Bon, je ne pense qu’à ça. Je ne pense qu’à cette guerre, qui m’énerve. Je ne tiens pas en place, je me gratte. Je boue. Je guette les flashs d’info. Et pourtant je suis écoeuré du traitement journalistique en cours : ces éditorialistes de connivence si proche de l’hyper-puissance divine, si éloigné des pauvres diables. Je viens de regarder le 20 h de France 2: c'est devenu une télé US. La même propagande...Et qu'en dire de TF1, puisqu'il paraît que les gens ayant reçu cette aide humanitaire acclamaient les Américains selon cette chaîne, alors que c'est une situation totalement inverse qui apparaissait sur les écrans de France 3.

L’Irak occupe l’actualité, pour preuve Patrice Drevet le présentateur météo de France 2, donnait aussi le temps qu’il faisait ce matin sur l’Irak. Il a raison, car dans quelques semaines l’on connaîtra Bagdad, pardon par avance pour le jeu de mot, comme notre poche. Ou presque. Déjà prévoir une carte de la ville. Pour mieux suivre l’avancée des Forces de la coalition, rue par rue, faubourg par faubourg. Je me souviens qu’en 68, mon père étalait sur la table de cuisine la carte de Paris, pour, à l’écoute de la radio, ne rien manquer des évènements qu’il estimait être La Révolution. Compte tenu que l’avancée dans Baghdad en état de siège sera moins rapide que sur l’autoroute à plusieurs voies qui relie Bagdad de Koweït City, je vous invite à consulter au même titre que chaque pilote des Forces Etats-Uniennes, le meilleur plan de Bagdad. Cliquez sur "Bagdad map". Montage de photos satellites, avec les cibles (palais de Saddam, QG du Baas etc). On peut zoomer comme des fous et avec la navig survoler Bagdad d’est en ouest, du sud au nord, zigzaguer en remontant le Tigre. http://www.msnbc.com . C’est le site internet de la chaîne de télé US, NBC.

A ce propos, c’est à se demander comment sont pointées les cibles de certaines bombes Tomahawk à venir, car j’ai l’impression d’un guidage GPS réalisé à partir des images plutôt positives pour l'Irak, diffusées par les télés. Pour donner un exemple : mardi, nous étions stupéfait de voir un marché en plein cœur de Bagdad se tenir sous les bombes, avec ses étales de tomates bien fraîches. Dans les quelques heures qui ont suivi, le marché en question a été pilonné par ces armes très "manoeuvrables" grâce au laser et GPS que les avions peuvent larguer pour certaines à 25 kms environ de l'objectif.15 morts ! La guerre des images, c’est pas rien.
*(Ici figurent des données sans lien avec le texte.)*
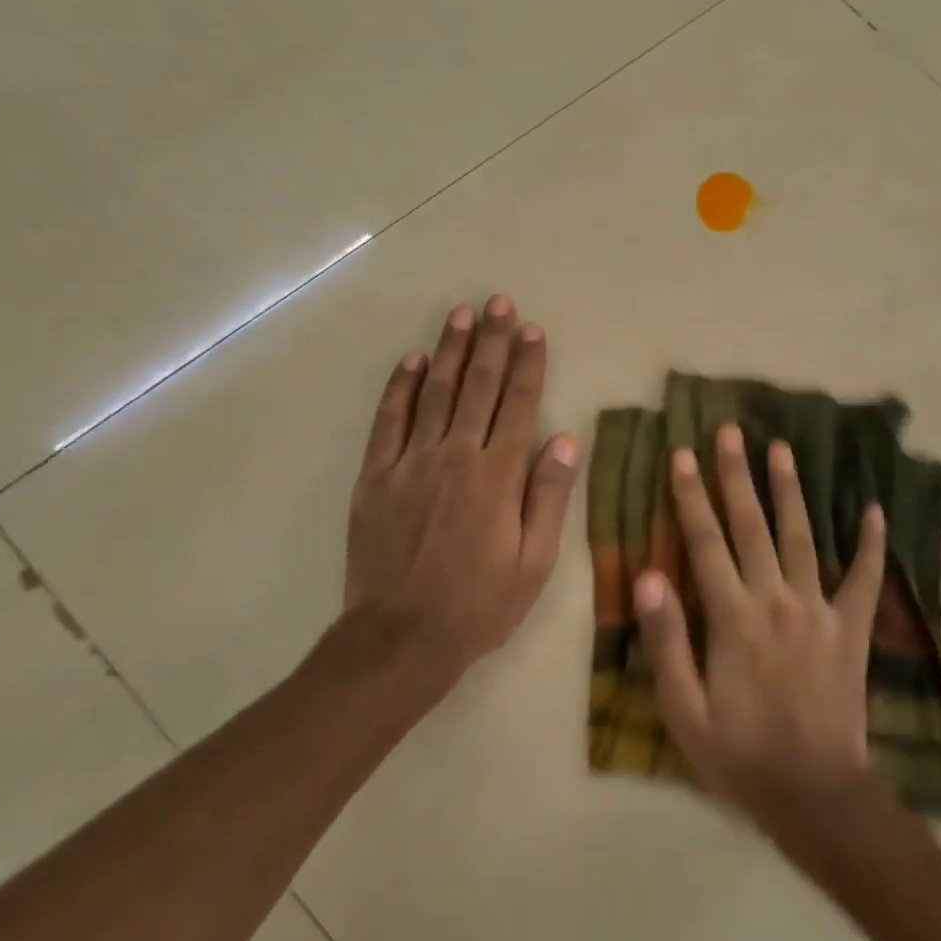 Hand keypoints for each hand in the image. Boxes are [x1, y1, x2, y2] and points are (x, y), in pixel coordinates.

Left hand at [343, 295, 579, 680]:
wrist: (400, 638)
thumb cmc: (479, 604)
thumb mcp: (534, 562)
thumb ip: (549, 496)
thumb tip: (565, 439)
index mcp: (498, 476)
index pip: (519, 405)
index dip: (528, 364)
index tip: (532, 330)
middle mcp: (456, 456)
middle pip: (479, 387)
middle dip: (492, 342)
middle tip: (499, 303)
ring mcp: (410, 462)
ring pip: (435, 392)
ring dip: (451, 350)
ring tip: (462, 314)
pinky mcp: (375, 477)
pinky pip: (389, 420)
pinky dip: (401, 386)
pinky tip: (413, 360)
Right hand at [633, 424, 887, 830]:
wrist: (815, 794)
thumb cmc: (740, 755)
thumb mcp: (684, 711)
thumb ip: (666, 641)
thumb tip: (649, 577)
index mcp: (732, 617)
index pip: (705, 542)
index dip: (691, 495)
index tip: (682, 454)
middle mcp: (775, 599)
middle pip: (752, 525)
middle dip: (737, 474)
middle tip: (730, 431)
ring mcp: (819, 610)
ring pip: (802, 537)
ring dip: (790, 490)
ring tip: (782, 448)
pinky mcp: (852, 628)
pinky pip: (866, 579)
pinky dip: (872, 544)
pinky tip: (874, 509)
Autre exemple : pour l’image tranquille des fumeurs de narghilé bercés par le ronronnement du vieux téléviseur fixé au plafond qui diffusait le discours de Saddham dans l’indifférence des civils irakiens ci-dessous attablés, par ailleurs apparemment nullement percutés d’effroi par les bombes qui leur explosent les tympans, la panique du troufion anglo ou saxon le guida sur un pointage de l’émetteur de la télé irakienne. Après en avoir raté la moustache en tout début de conflit quand il était question de décapiter le dictateur, le troufion en question, qui programme son GPS depuis sa base anglaise, ne peut qu’être effrayé par une ré-émission 45 minutes plus tard à partir d’un émetteur ambulant en charrette à bras. "Faut en finir !" a-t-il pu s'écrier allant jusqu'à programmer le choc et l'effroi sur le marché à tomates afin de déstabiliser vraiment le fumeur bagdadi buveur de thé à moustache . Quel était le "spot" de lumière réfléchie par l'objectif sur lequel se dirigeait la bombe une fois larguée ? La flamme du briquet du fumeur ou la théière en inox ?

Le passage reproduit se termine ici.